MOSCOW, August 2 (RIA Novosti) - Prosecutors in central Russia’s Nizhny Novgorod Region launched a probe in regard to a regional deputy governor on allegations that the state official owns an undeclared property abroad, Kommersant daily reported on Friday.
In late July, Dmitry Gudkov, a lawmaker with the Russian parliament’s lower house, wrote in his LiveJournal.com blog that Nizhny Novgorod’s Deputy Governor Anton Averin owned a villa in French Cannes, which he never declared in documents.
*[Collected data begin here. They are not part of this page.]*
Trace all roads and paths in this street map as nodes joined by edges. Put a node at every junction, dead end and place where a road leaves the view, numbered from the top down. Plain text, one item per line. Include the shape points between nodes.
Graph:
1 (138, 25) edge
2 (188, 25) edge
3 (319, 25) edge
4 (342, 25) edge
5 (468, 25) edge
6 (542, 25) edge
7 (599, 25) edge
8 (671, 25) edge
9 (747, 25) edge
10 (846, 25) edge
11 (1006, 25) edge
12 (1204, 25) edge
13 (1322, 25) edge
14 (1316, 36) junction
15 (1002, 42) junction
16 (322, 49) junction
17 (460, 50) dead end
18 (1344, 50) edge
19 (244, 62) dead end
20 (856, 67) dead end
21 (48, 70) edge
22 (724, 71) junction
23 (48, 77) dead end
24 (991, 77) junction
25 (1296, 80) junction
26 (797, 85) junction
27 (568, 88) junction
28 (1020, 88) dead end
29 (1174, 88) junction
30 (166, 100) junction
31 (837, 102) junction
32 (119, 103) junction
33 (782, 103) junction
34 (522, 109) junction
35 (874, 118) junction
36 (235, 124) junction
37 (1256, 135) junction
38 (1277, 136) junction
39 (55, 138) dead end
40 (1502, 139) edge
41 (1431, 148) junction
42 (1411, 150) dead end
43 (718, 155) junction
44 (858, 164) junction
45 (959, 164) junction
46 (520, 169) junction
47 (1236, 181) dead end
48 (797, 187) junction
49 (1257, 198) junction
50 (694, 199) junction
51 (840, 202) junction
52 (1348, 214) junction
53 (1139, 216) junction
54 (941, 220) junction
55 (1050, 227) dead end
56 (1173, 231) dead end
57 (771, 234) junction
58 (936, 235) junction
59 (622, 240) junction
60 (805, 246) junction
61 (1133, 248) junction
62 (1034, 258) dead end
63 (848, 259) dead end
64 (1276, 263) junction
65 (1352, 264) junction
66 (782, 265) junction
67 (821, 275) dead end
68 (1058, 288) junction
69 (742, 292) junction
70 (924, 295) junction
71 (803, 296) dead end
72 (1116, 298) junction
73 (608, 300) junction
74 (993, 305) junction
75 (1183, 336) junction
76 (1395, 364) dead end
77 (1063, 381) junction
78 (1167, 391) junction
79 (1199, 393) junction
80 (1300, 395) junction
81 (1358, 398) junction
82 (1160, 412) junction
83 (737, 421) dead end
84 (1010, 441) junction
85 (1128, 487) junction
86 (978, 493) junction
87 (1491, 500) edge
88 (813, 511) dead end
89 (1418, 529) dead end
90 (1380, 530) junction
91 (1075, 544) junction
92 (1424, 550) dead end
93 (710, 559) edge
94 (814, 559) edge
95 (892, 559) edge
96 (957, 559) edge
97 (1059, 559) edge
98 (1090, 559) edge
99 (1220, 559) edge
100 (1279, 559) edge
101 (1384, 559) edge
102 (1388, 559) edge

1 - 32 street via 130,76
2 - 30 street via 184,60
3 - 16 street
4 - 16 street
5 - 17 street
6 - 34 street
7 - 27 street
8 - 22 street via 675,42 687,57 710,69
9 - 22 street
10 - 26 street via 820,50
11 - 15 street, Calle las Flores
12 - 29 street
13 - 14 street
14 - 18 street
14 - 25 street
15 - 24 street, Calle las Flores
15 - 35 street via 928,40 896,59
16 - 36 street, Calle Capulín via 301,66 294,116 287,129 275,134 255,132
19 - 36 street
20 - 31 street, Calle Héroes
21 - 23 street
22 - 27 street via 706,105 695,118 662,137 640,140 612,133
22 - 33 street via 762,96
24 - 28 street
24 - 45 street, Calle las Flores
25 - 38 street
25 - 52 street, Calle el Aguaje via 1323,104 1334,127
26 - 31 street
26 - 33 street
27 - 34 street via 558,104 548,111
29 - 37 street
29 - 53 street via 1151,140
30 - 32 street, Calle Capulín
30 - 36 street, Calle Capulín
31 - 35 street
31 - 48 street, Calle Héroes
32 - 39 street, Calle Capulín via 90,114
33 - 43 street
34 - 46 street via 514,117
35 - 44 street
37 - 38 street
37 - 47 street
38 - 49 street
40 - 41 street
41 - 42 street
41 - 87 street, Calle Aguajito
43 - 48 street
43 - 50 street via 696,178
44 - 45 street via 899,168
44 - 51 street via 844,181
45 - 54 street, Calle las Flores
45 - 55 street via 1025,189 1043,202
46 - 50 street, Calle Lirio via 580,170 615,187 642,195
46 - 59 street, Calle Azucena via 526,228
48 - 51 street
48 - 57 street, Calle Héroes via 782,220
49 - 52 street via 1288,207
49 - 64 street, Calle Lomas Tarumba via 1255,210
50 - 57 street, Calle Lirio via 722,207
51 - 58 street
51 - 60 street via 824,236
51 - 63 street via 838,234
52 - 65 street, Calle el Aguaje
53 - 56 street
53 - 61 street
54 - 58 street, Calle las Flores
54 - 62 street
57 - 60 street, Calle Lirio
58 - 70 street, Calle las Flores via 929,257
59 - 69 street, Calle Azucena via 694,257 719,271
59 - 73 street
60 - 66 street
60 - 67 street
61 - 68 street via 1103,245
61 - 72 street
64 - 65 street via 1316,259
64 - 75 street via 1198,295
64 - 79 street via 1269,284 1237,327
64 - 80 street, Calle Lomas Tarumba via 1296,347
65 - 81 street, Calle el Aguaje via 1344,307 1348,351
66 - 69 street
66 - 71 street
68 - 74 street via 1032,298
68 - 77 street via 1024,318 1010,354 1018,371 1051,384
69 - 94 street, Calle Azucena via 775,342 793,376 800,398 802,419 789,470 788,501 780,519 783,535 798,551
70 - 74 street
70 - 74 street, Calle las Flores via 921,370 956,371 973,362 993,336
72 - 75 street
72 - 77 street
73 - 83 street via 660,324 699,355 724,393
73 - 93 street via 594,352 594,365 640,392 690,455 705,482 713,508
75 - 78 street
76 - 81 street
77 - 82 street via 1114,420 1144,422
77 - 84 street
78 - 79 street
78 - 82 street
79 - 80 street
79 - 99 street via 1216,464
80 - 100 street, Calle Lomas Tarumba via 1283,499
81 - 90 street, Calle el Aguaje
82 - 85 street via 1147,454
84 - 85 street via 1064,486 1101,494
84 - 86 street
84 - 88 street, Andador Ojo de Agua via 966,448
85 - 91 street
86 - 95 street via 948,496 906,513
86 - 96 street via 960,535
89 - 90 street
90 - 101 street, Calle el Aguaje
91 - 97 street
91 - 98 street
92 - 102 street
Gudkov enclosed in the blog scans of registration documents in the French language as a proof.
The daily reported that the Prosecutor’s Office of the Nizhny Novgorod launched a probe and is now verifying the validity of the submitted scans.
In May, Russian President Vladimir Putin signed into law a bill that bans Russian officials from keeping their money in foreign banks, but allows them to own property abroad, which must be declared and the sources of funding for its acquisition explained.
The Kremlin has touted the legislation as a corruption-fighting measure; however, some analysts have suggested it is part of Putin’s attempt to “nationalize the elite,” by tethering officials more firmly to Russia, and thereby to strengthen his own grip on power.
Russia ranked 133rd of 174 countries in the latest Corruption Perceptions Index by the Transparency International watchdog, alongside Iran, Kazakhstan and Honduras. Corruption has been cited by the government itself as one of the principal threats to Russia's national security.